#### Exercise details:
Pick out every line of the entries below where "above" occurs, and copy those lines.

#### Given data:
[Start of section]
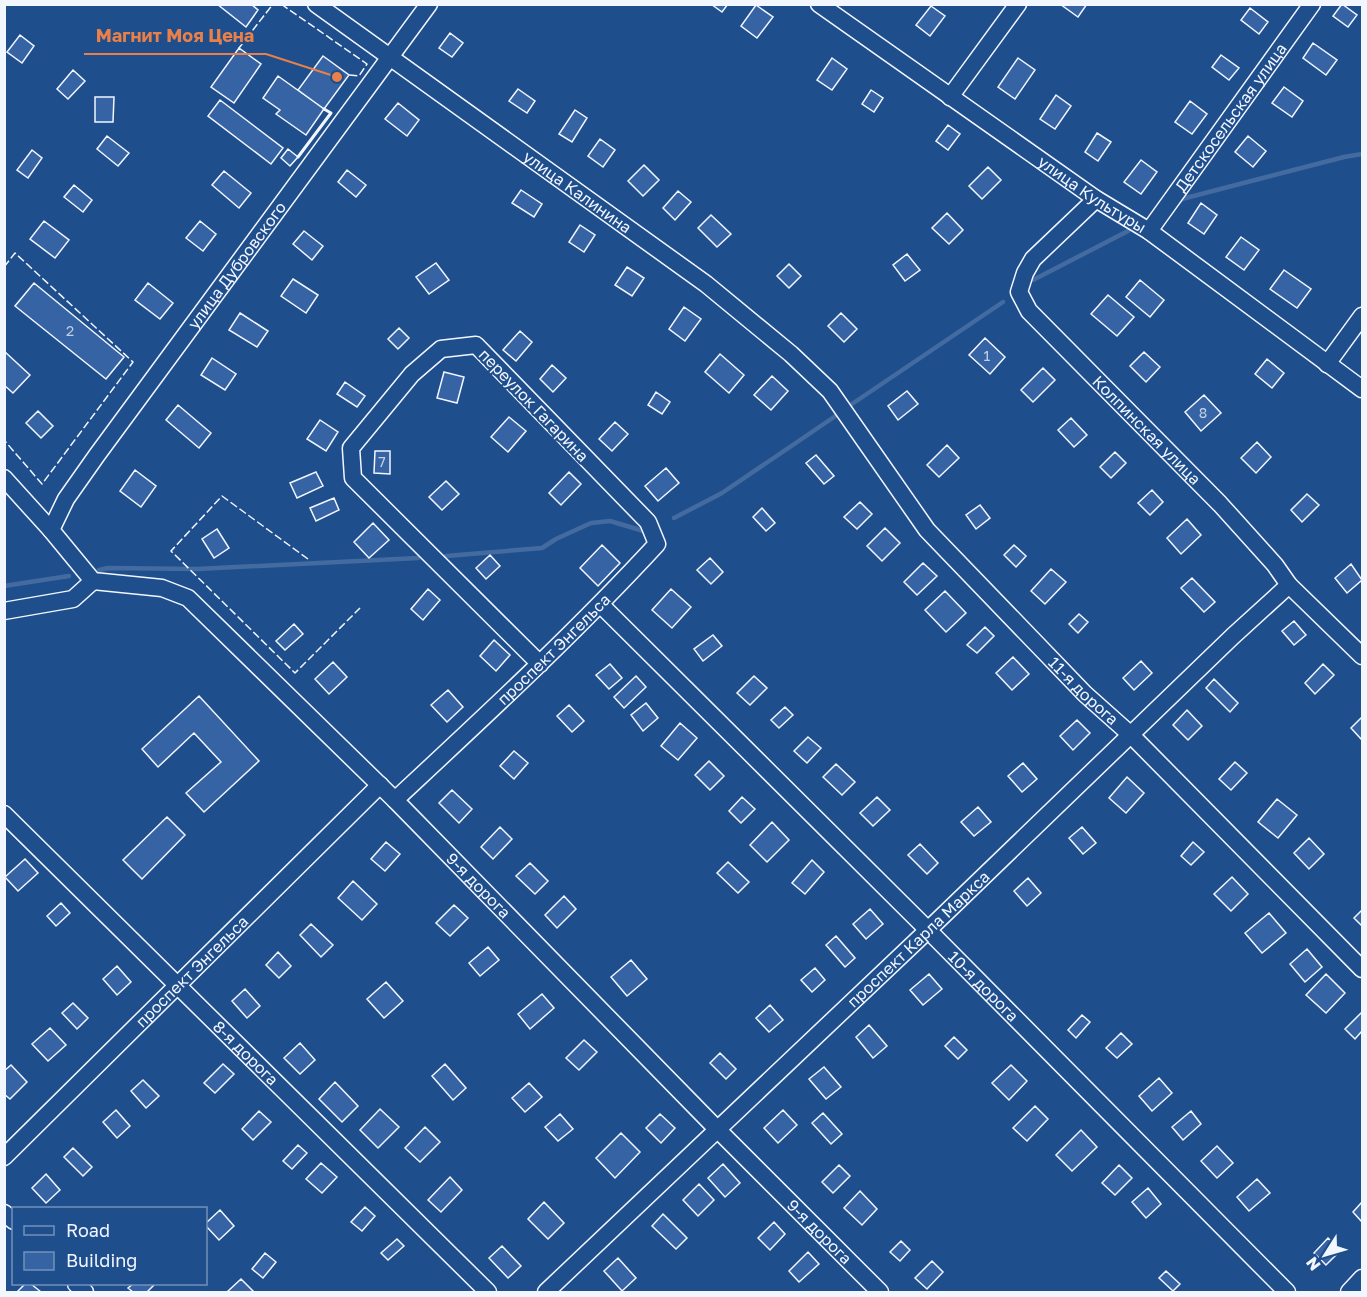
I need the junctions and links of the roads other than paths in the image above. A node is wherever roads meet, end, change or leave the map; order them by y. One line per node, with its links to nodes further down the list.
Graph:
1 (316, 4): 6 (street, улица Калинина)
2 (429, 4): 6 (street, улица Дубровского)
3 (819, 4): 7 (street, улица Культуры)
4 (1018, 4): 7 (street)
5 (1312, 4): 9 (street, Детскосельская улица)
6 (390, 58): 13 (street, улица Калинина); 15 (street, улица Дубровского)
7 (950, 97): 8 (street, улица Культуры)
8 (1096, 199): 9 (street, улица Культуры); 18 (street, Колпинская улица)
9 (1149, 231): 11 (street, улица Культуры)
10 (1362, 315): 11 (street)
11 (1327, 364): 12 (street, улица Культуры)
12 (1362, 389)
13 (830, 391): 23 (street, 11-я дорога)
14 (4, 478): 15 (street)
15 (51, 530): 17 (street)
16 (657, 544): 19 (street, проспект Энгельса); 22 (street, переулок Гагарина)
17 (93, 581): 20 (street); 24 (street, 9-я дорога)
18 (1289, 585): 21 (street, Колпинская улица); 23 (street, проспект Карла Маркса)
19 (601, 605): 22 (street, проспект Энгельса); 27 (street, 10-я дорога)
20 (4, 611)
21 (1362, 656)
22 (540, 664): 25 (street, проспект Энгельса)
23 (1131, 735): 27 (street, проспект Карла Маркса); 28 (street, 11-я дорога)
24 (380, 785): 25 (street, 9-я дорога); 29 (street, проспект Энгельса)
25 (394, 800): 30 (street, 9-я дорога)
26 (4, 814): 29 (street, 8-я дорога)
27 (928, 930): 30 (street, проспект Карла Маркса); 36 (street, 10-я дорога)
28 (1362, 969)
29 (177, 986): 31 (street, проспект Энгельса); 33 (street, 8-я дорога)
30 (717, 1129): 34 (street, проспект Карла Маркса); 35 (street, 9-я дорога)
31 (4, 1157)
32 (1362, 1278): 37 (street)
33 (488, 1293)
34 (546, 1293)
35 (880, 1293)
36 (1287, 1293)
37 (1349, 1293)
[End of section]
[Start of section]
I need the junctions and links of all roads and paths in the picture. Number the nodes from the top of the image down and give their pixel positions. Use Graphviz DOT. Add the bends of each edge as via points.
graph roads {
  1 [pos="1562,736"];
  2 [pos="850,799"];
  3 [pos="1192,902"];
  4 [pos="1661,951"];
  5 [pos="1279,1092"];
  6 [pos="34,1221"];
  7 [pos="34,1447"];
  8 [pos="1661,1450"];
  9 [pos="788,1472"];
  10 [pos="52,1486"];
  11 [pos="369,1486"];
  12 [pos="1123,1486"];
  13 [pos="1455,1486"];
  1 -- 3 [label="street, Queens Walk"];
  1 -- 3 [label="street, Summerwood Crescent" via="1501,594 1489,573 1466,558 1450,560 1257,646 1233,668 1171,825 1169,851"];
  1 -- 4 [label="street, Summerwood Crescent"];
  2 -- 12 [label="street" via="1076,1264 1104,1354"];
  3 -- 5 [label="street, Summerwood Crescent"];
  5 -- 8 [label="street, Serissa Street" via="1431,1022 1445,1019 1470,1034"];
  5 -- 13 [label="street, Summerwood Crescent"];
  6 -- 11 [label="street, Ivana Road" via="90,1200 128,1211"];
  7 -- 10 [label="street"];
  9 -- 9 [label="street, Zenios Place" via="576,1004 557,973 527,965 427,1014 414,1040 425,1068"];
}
[End of section]
[Start of section]
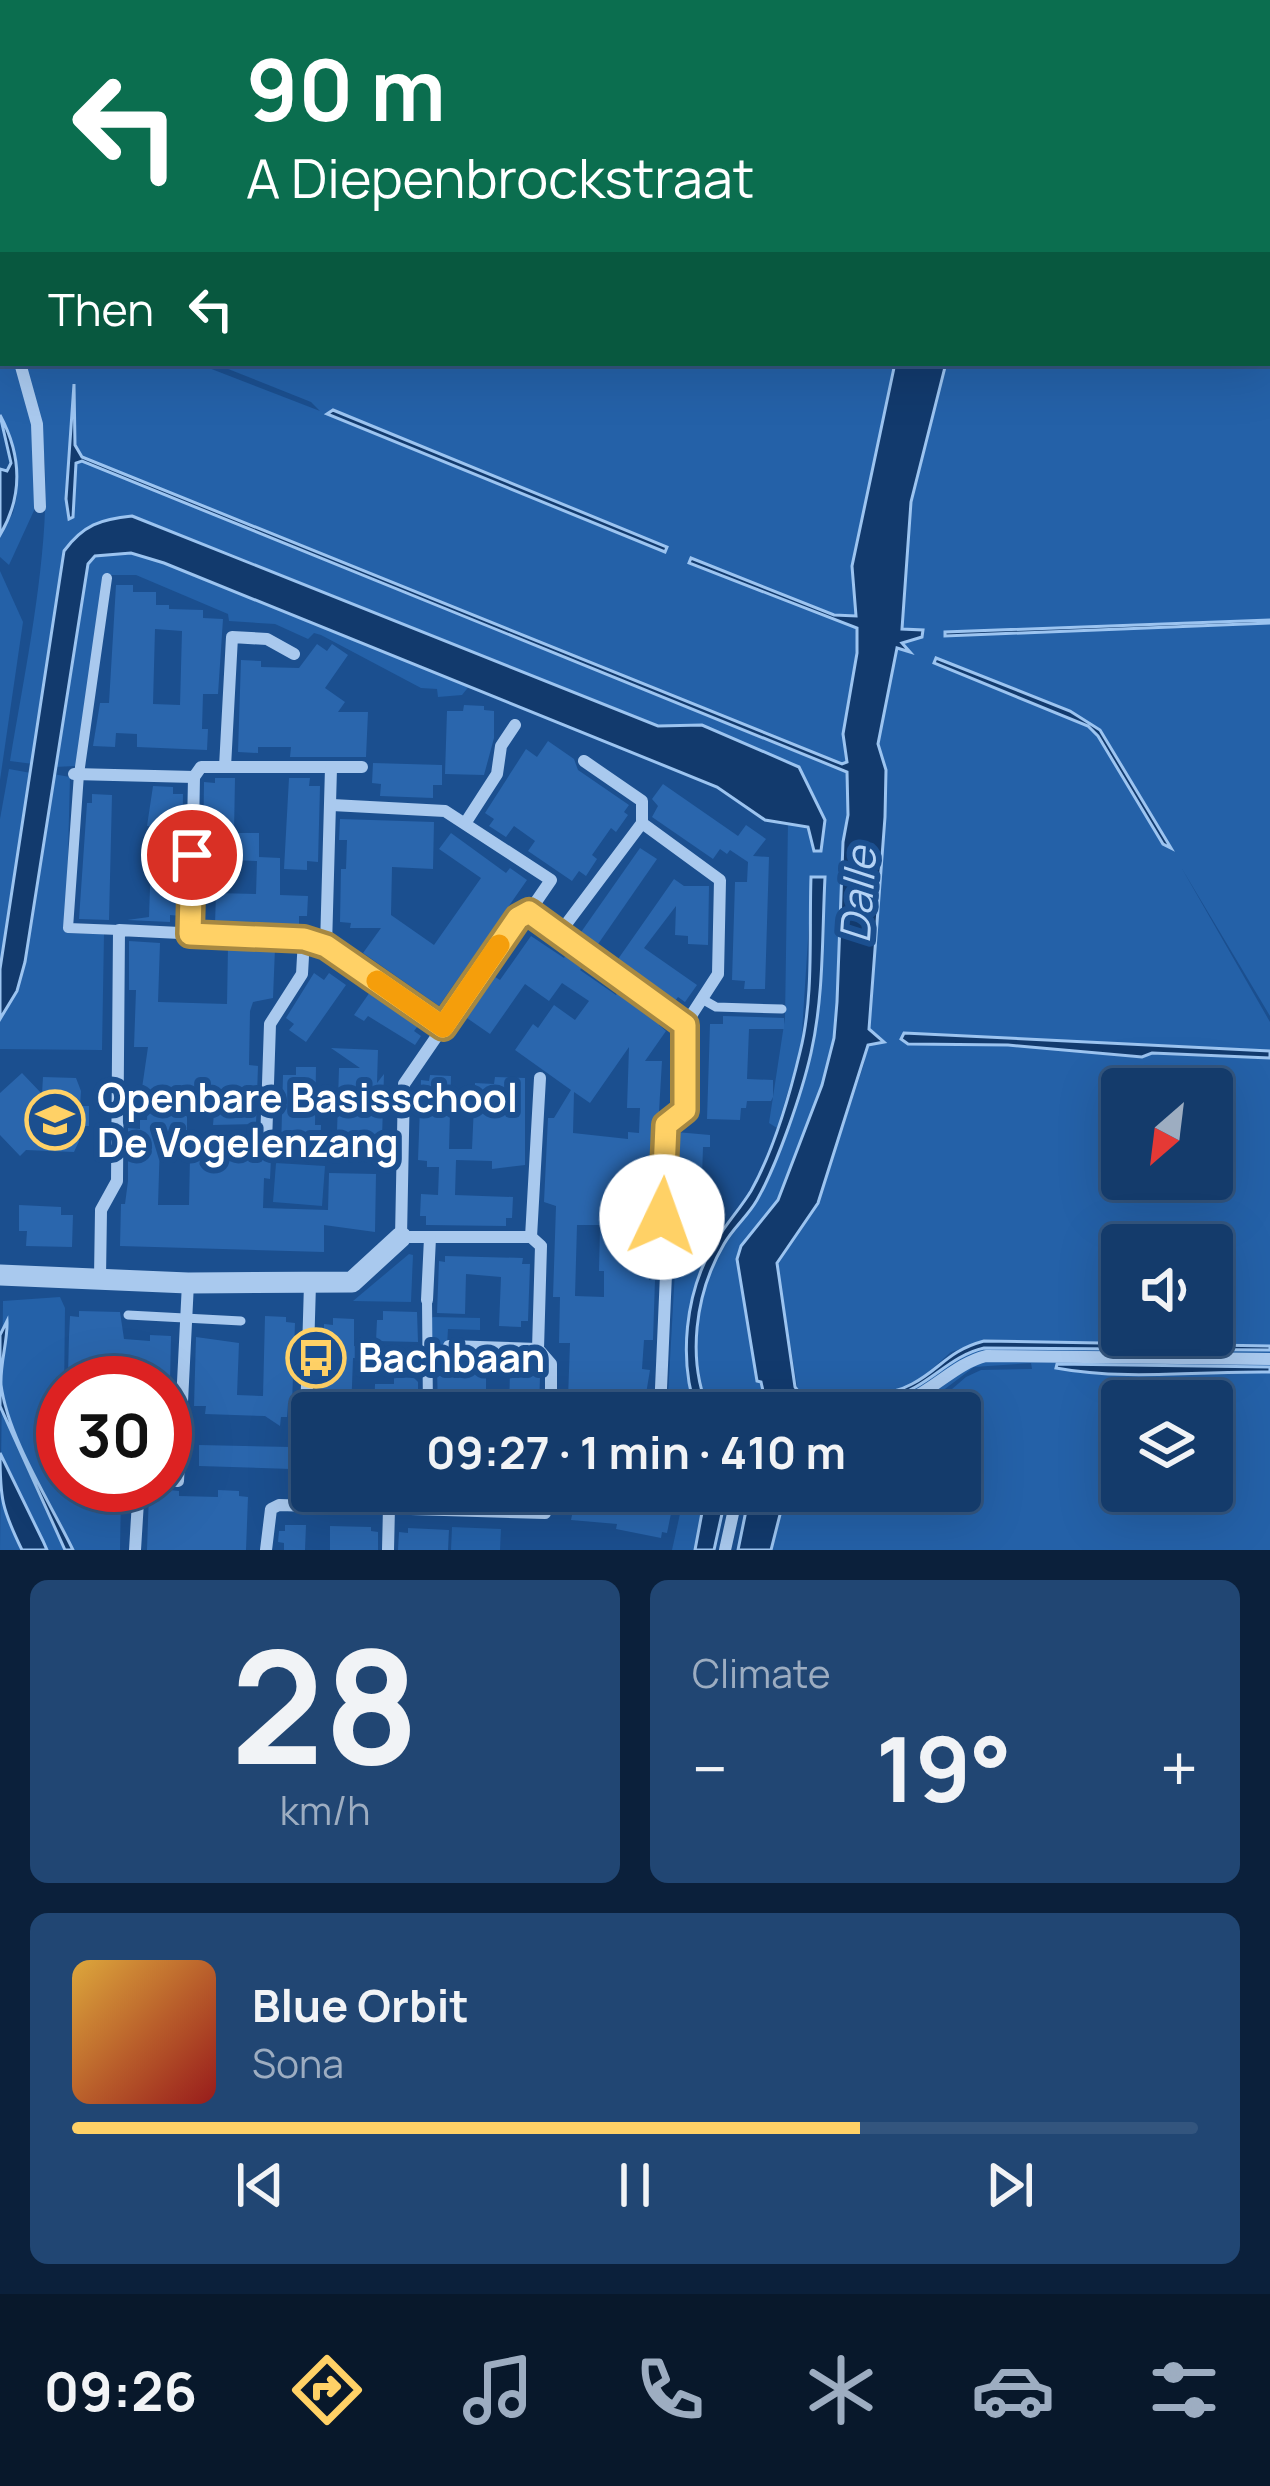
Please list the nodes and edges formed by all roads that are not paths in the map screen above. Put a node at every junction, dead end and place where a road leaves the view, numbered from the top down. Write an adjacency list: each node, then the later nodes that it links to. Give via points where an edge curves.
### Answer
[End of section]
#### Task answer:
I need the junctions and links of the roads other than paths in the image above. A node is wherever roads meet, end, change or leave the map; order them by y. One line per node, with its links to nodes further down the list.
Please list the nodes and edges formed by all roads that are not paths in the map screen above. Put a node at every junction, dead end and place where a road leaves the view, numbered from the top down. Write an adjacency list: each node, then the later nodes that it links to. Give via points where an edge curves.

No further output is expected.